We do not devote a great deal of time to frou-frou table decorations at Thanksgiving. We cannot agonize over floral centerpieces, high or low. Of course, we will forever haul out the childhood relics – the felt turkey clothespin place card holders and the laminated (though buckled) handprint turkey placemats for Thanksgiving lunch. That is a weird meal we can never quite agree upon: do we fast from breakfast until dinnertime or do we have noontime sandwiches and risk not fully enjoying our evening feast? Considering all the ritual taste tests we make through out the afternoon, this could be quite a problem. Imagine not being hungry at the crucial hour when the sliced turkey is passed around the table? We are a little more concerned with the actual meal than the decorations, although we do gussy up with the good china, the well-polished silver and as many candles as we can light without the smoke alarms going off.

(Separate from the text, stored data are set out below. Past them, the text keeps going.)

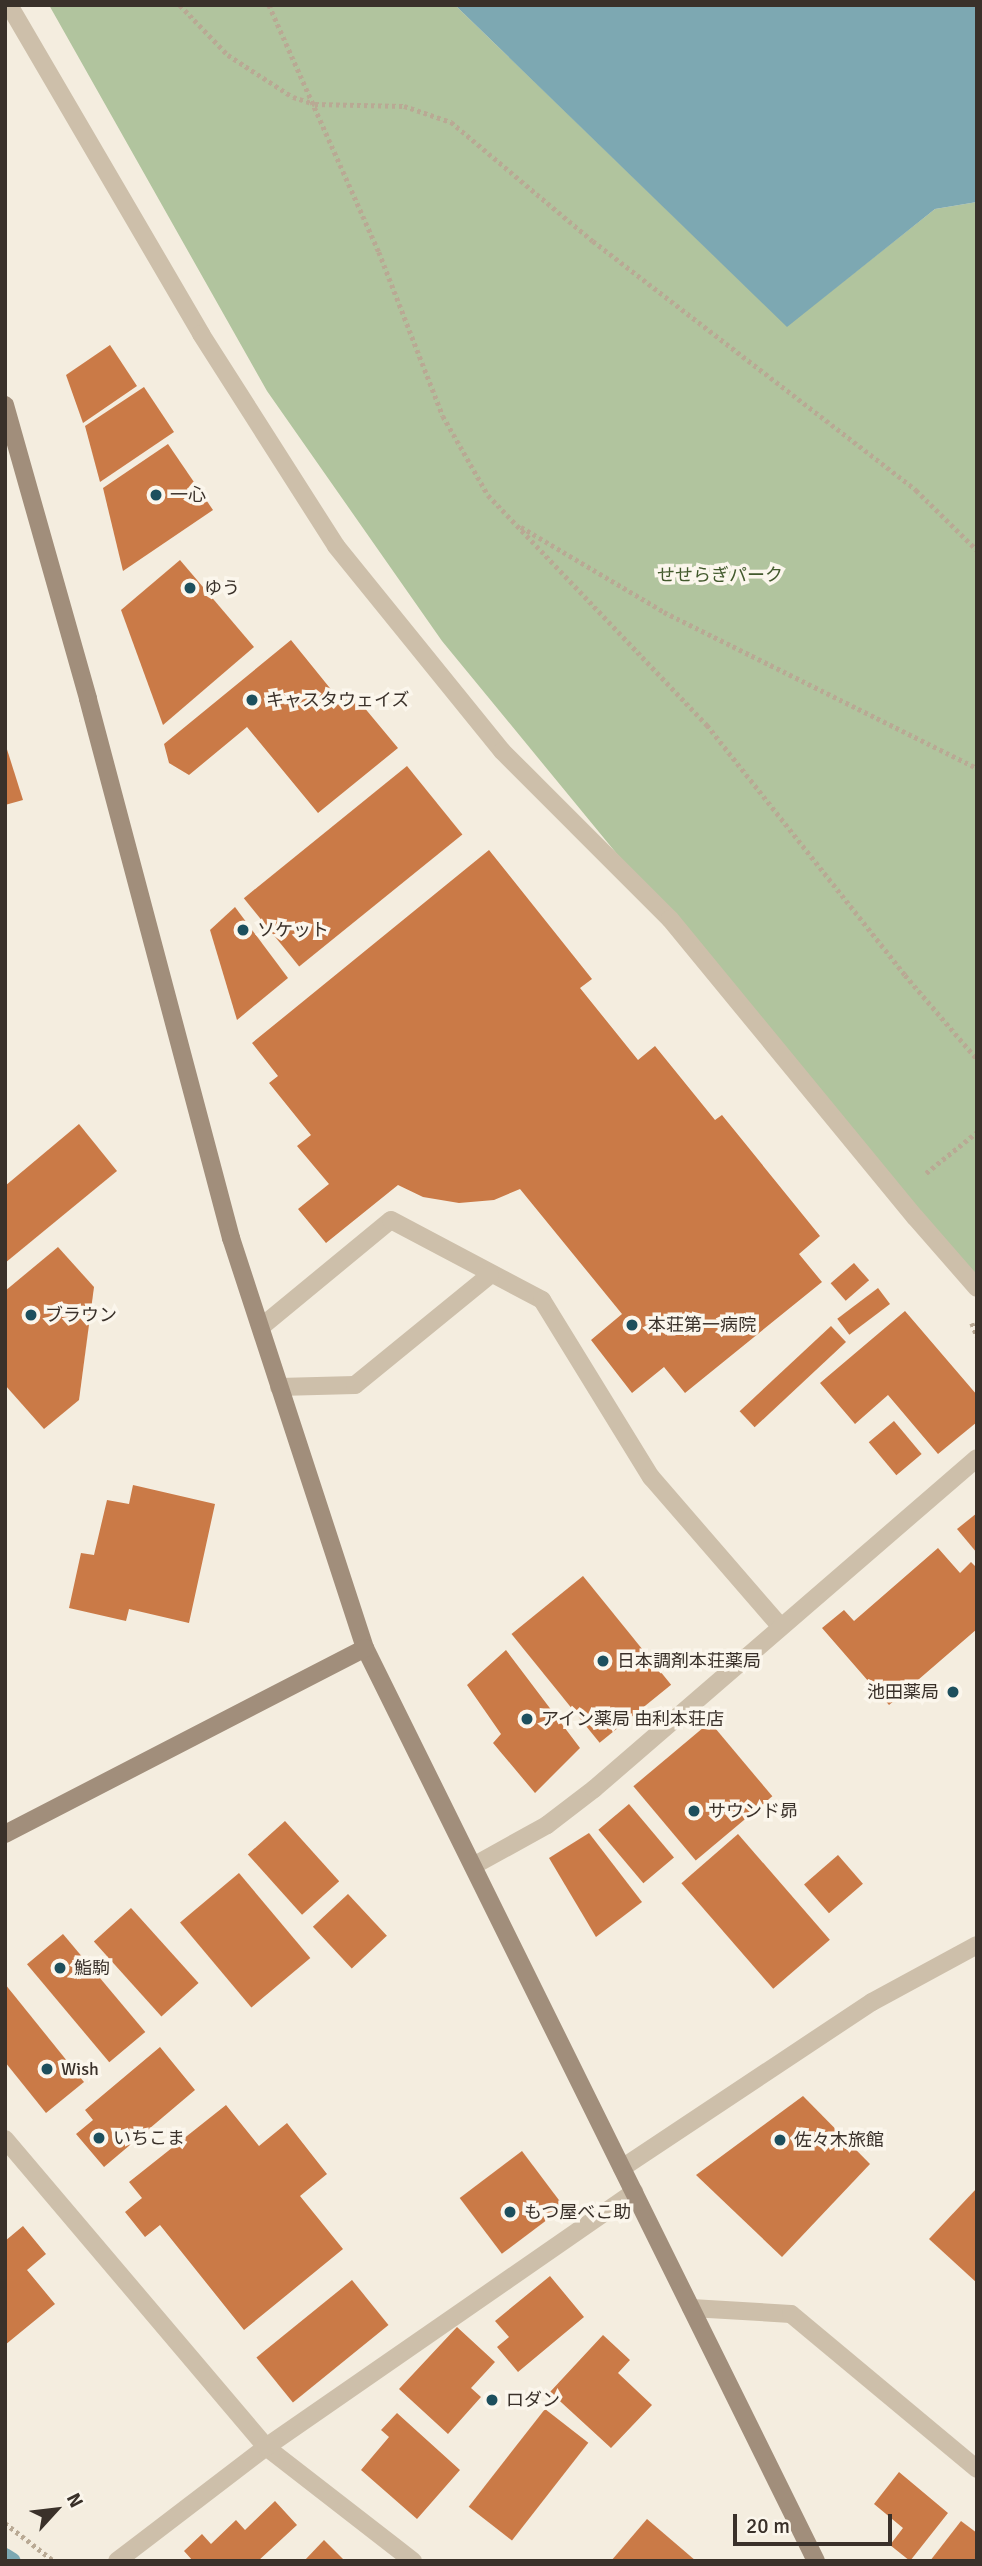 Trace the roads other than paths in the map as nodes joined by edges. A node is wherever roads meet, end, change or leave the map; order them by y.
1 (9, 5) edge
2 (5, 405) edge
3 (490, 1275) junction
4 (977, 1288) edge
5 (261, 1327) junction
6 (279, 1387) junction
7 (977, 1458) edge
8 (781, 1627) junction
9 (365, 1648) junction
10 (5, 1834) edge
11 (473, 1866) junction
12 (977, 1945) edge
13 (5, 2139) edge
14 (622, 2168) junction
15 (634, 2192) junction
16 (691, 2308) junction
17 (266, 2447) junction
18 (977, 2469) edge
19 (117, 2561) edge
20 (413, 2561) edge
21 (816, 2561) edge

1 - 4 street
2 - 5 street
3 - 5 street
3 - 6 street
3 - 8 street
5 - 6 street
6 - 9 street
7 - 8 street
8 - 11 street
9 - 10 street
9 - 11 street
11 - 14 street
12 - 14 street
13 - 17 street
14 - 15 street
15 - 16 street
15 - 17 street
16 - 18 street
16 - 21 street
17 - 19 street
17 - 20 street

My annual party trick is to hollow out half a dozen apples using an apple corer, and insert candles. The apples act as natural, recyclable candleholders. (I toss them in the back yard for the squirrels on Friday.) The first year I tried this stunt, halfway through the meal, the apples started belching the candles out onto the table. I was using full size candles, too, so we almost had a two-alarm conflagration. I have since learned that smaller candles are better suited to the idealized picture I have in my head. I now use the emergency-type candles found at the grocery store.

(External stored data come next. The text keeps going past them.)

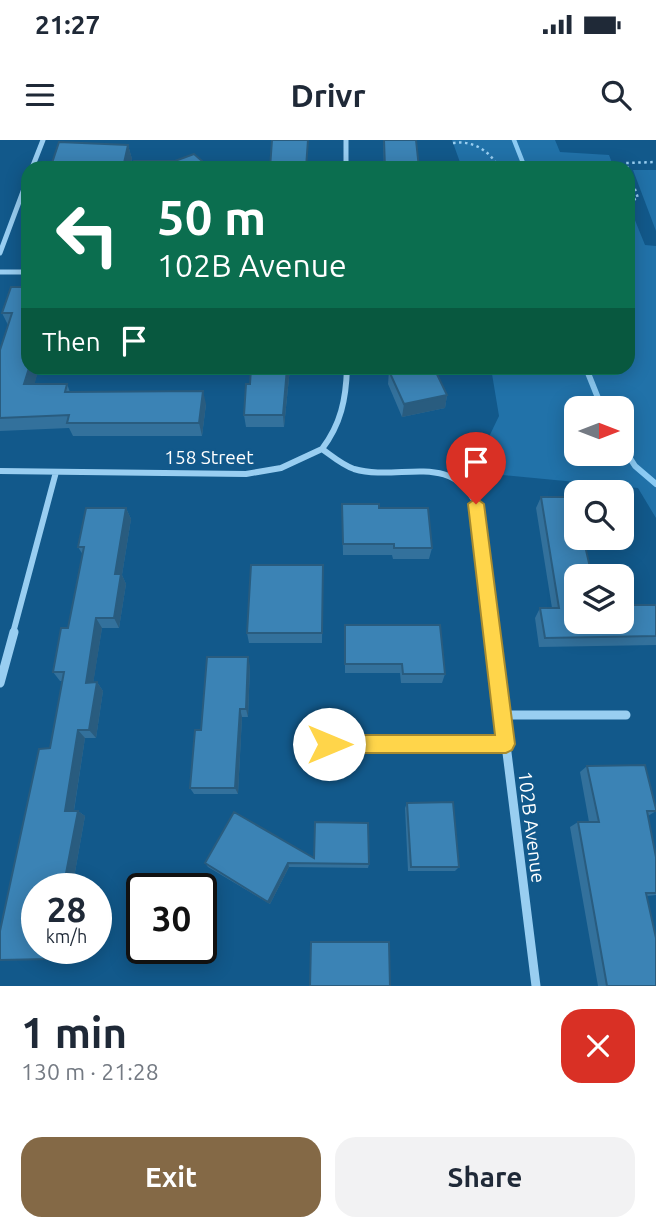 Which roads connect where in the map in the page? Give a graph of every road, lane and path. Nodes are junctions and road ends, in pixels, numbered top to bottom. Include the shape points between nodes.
1 (43, 140) edge
2 (346, 140) edge
3 (453, 144) dead end
4 (35, 161) edge
5 (346, 161) edge
6 (495, 161) edge
7 (656, 162) edge
8 (635, 163) edge
9 (21, 197) edge
10 (0, 253) edge
11 (0, 272) edge
12 (21, 272) edge
13 (347, 375) edge
14 (322, 449) junction
15 (0, 471) edge
16 (56, 471) junction
17 (0, 683) edge
18 (502, 715) junction
19 (626, 715) dead end
20 (329, 744) dead end
21 (506, 744) junction
22 (536, 986) edge

1 - 4 street
2 - 5 street
3 - 6 path via 464,140 477,144
7 - 8 path
9 - 10 street
11 - 12 street
13 - 14 street via 346,401 332,437
14 - 16 street, 158 Street via 281,468 246,474
14 - 18 street, 102B Avenue via 357,469 447,474 466,486 476,504
15 - 16 street, 158 Street
16 - 17 street
18 - 19 street
18 - 21 street, 102B Avenue
20 - 21 street
21 - 22 street, 102B Avenue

There are items that come to the table every year, whether we hold a large gathering or if we are a humble congregation, as we are this year, with just us four. Décor-wise, we have small brown glass turkey candleholders from Williams-Sonoma that hold individual and very skinny, highly drippy candles for each place at the table. There is the score of sterling napkin rings I amassed one year when all the in-laws and offspring and brothers and sisters and first-cousins-twice-removed and neighborhood strays were in attendance. Too bad we are not testing out a newbie love interest this year, I could have used a lot of silver polishing help…
Thematically, we are focused on the food at Thanksgiving; the turkey and the gravy, and the desserts, and managing the timing so all the elements of the meal come out of the kitchen at about the same time we can light candles. I don’t know if we are a bunch of potential arsonists or just your garden variety pyromaniacs – we like holiday meals that are bathed in candlelight. They are not Kodak moments because they are impossible to photograph, and they just delightful to experience. Much awkwardness can be excused by candlelight. Glossing over indiscretions and impossible guest behaviors becomes easier. I suppose, in all candor, I should add that wine flows from sunset onward… There is nothing like the newest crop of Beaujolais Nouveau to make Thanksgiving positively glow!
Here is the crafty bit – skip down a paragraph is you have little interest in spray painting oak leaves. We generally decorate the table with what we can find in the back yard, or at the grocery store. This year we will display some pumpkins and squash from the farmers’ market, because my back yard container garden of basil and thyme just isn’t festive enough. Thursday morning I will pick some pretty oak leaves that haven’t dried out yet, and pop them into the microwave (individually and under paper towels) to quick steam them for about 30 seconds. That dries them out without making them too crunchy or brittle. Then I will rummage in my spray paint collection and pull out some gold and copper metallic paints. In the back yard, on a couple of sheets of newspaper, I will spray one side of the leaves, wait 15 minutes, and come back and spray the backs. Then with a needle and some black thread I will poke little holes and then will string the leaves so they dangle from the non-electrified chandelier that hangs over the dining room table. It holds 8 candles aloft, swaying with the conversation and laughter above the dining room table. It is always draped in old cut-glass chandelier prisms and dangly crystals – we like to gild the lily and add more gewgaws at the holidays. We will have a little twirling display of metallic autumn leaves, and crystals twinkling in the candlelight. And about three quarters of the way through the meal the “dripless” candles with start to shower us with irregular drops of molten wax. We generally try remember where to sit to avoid the scalding cascades.
Welcome back, non-crafters! In the interest of full disclosure – I was trolling some of the gourmet sites online, looking at holiday gift baskets when I discovered that there is indeed tofurky! Who knew? So I don’t have to worry about starving (or grossing out) our Pouting Pescatarian! https://www.tofurky.com/ On the whole, though, Martha seems to have better and more picturesque ideas for non-meat Thanksgiving entrées. https://www.marthastewart.com/274911/meatless-thanksgiving-recipes/@center/276949/everything-thanksgiving
And the clever folks at Food52 also weigh in with some ingenious meatless recipes, in case you have your own Pouting Pescatarian to feed on Thanksgiving.
https://food52.com/blog/8997-for-vegetarians-on-thanksgiving-root-vegetable-pie
“Thousands of candles can be lighted from a single candle, and the life of the candle will not be shortened. Happiness never decreases by being shared.”